Richard Bingham Davis

Evert A. and George L. Duyckinck, Cyclopedia of American Literature (1856) 2:2.

One of the members of this [Callopean] Society was Richard Bingham Davis, who was much admired for his poetical talents. In his appearance and manners he is said to have reminded his associates of Oliver Goldsmith. His person was clumsy, his manner awkward, his speech embarrassed, and his simplicity most remarkable in one who had been born and brought up in the midst of a crowd of his fellow creatures. He was born in New York, August 21, 1771, was educated at Columbia College, modestly pursued the business of his father, in carving or sculpture in wood, but was induced in 1796 to undertake the editorial department in the Diary, a daily gazette published in New York, for which he wrote during a year. He was too sensitive, and his literary tastes, which lay in the direction of the belles lettres, were too delicate for this pursuit.
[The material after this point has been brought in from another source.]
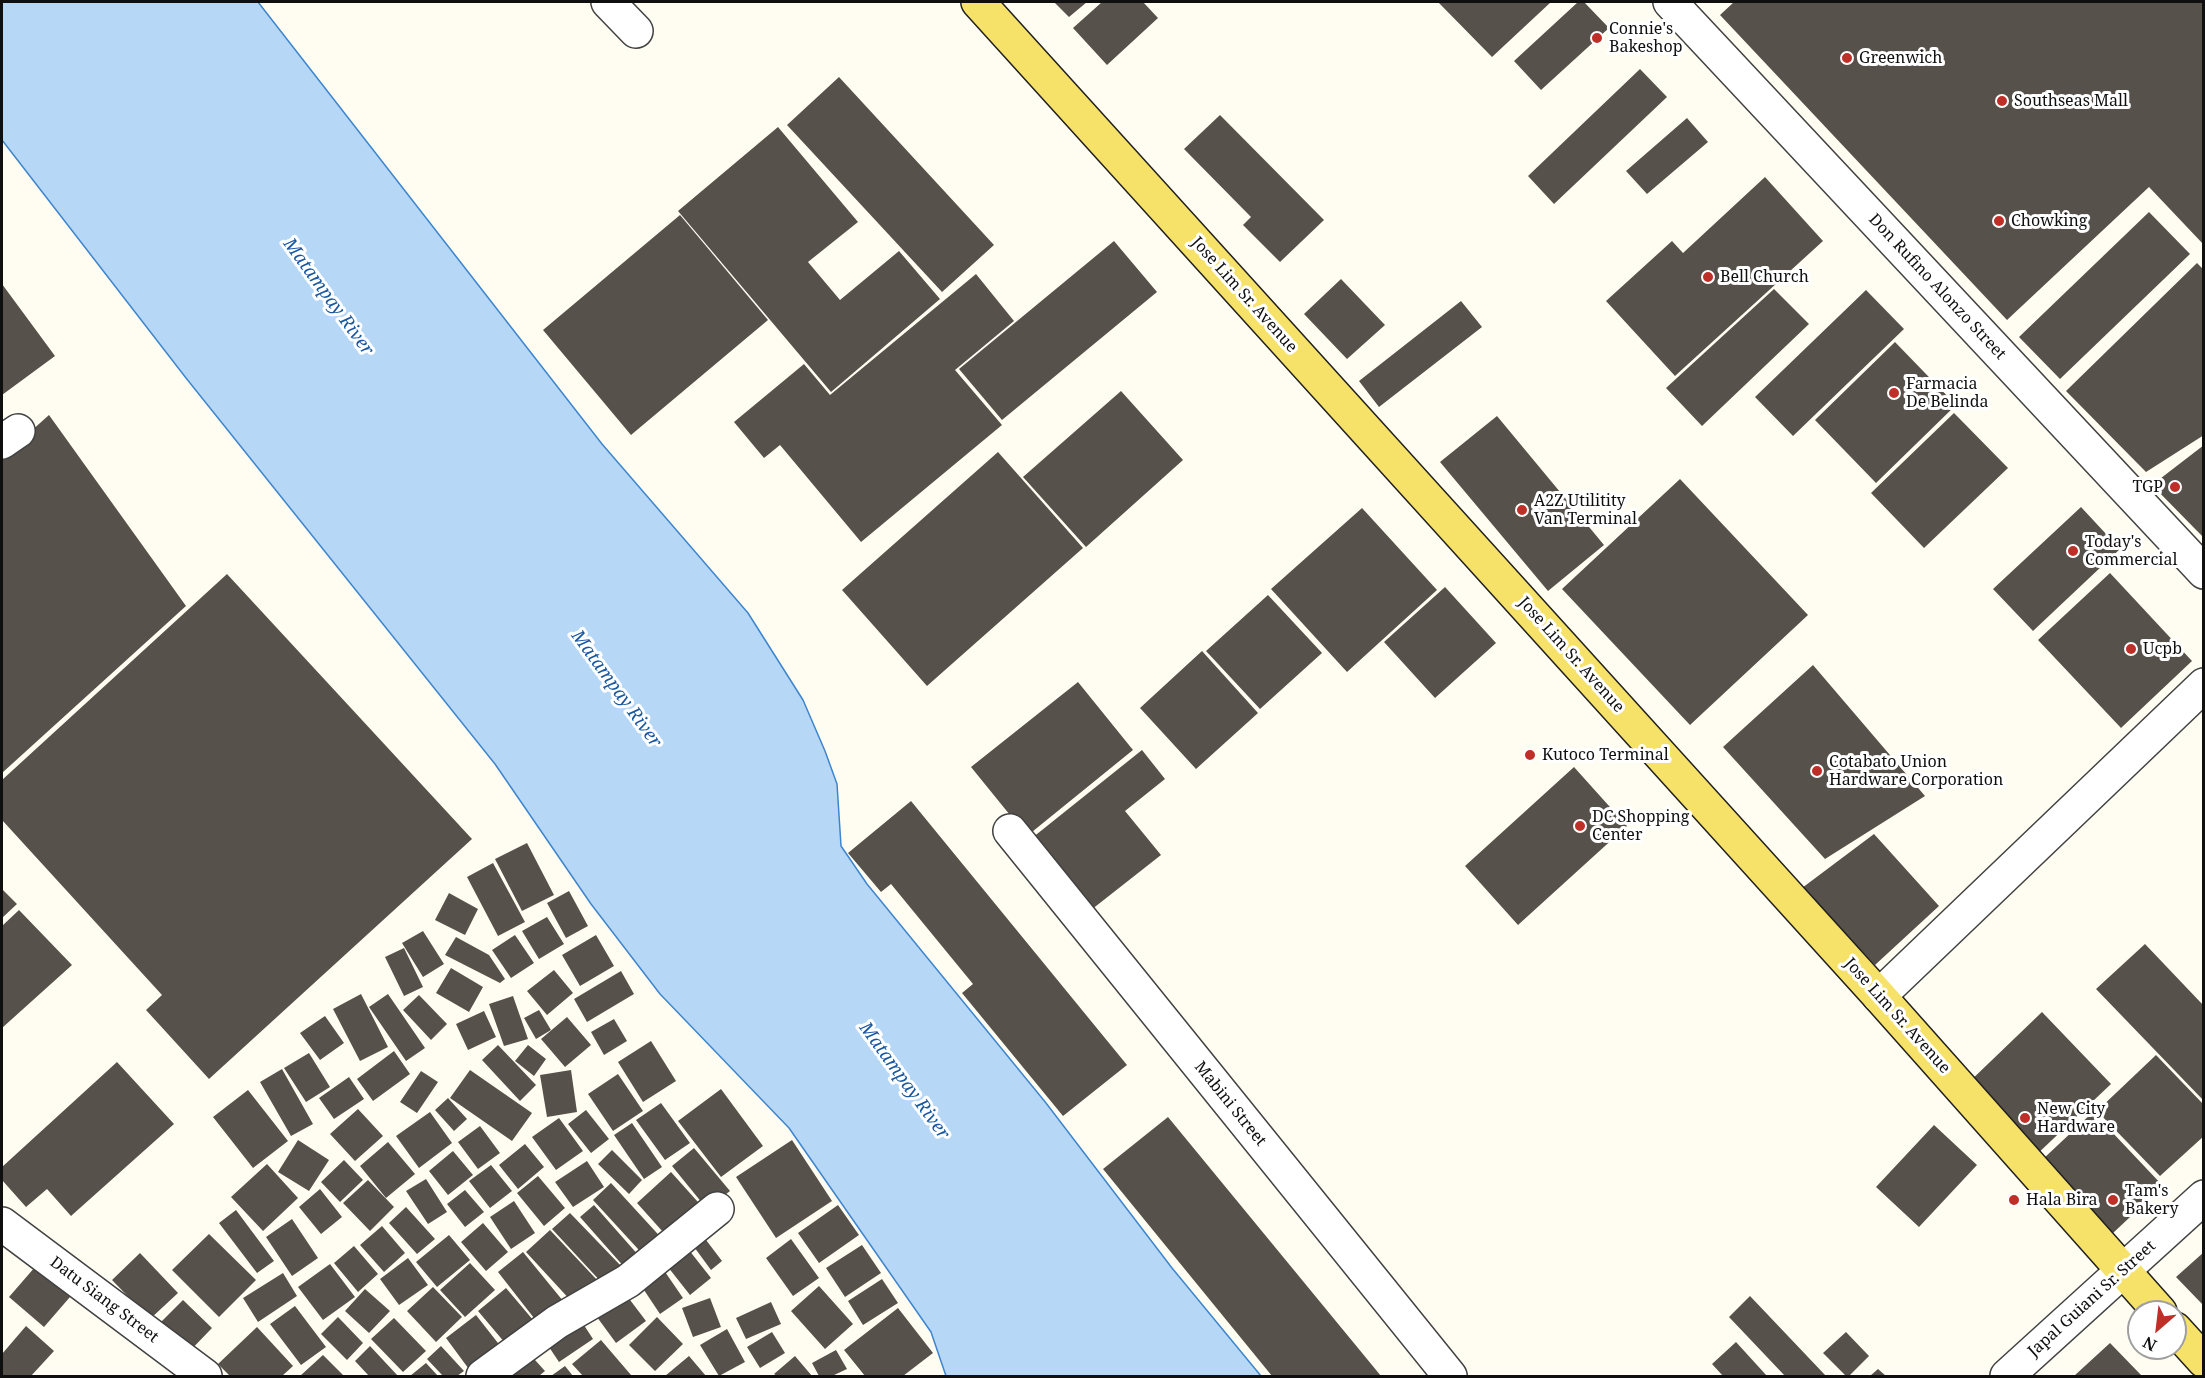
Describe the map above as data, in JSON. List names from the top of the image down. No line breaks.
{"streets":{"main road":["Jose Lim Sr. Avenue"],"street":["Don Rufino Alonzo Street","Mabini Street","Japal Guiani Sr. Street","Datu Siang Street"]},"crossings":[["Jose Lim Sr. Avenue","Japal Guiani Sr. Street"]],"water":["Matampay River"],"places":["Connie's Bakeshop","Greenwich","Southseas Mall","Chowking","Bell Church","Farmacia De Belinda","TGP","A2Z Utilitity Van Terminal","Today's Commercial","Ucpb","Kutoco Terminal","Cotabato Union Hardware Corporation","DC Shopping Center","New City Hardware","Hala Bira","Tam's Bakery"],"north":"bottom left"}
He next engaged in mercantile affairs. In 1799 he fell a victim to the yellow fever then prevailing in New York, carrying the seeds of the disease with him to New Brunswick, New Jersey, where he died in his twenty-eighth year. His poems were expressions of personal feeling and sentiment, and have a tinge of melancholy. They were collected by his friends of the Callopean Society after his death and published by Swords in 1807, with a well written prefatory memoir from the pen of John T. Irving. An "Ode to Imagination" shows his earnestness, as a clever "Elegy to an Old Wig found in the street," does his humor. He was also a contributor to the Drone papers in the New York Magazine, where he drew a well written character of himself under the name of Martlet.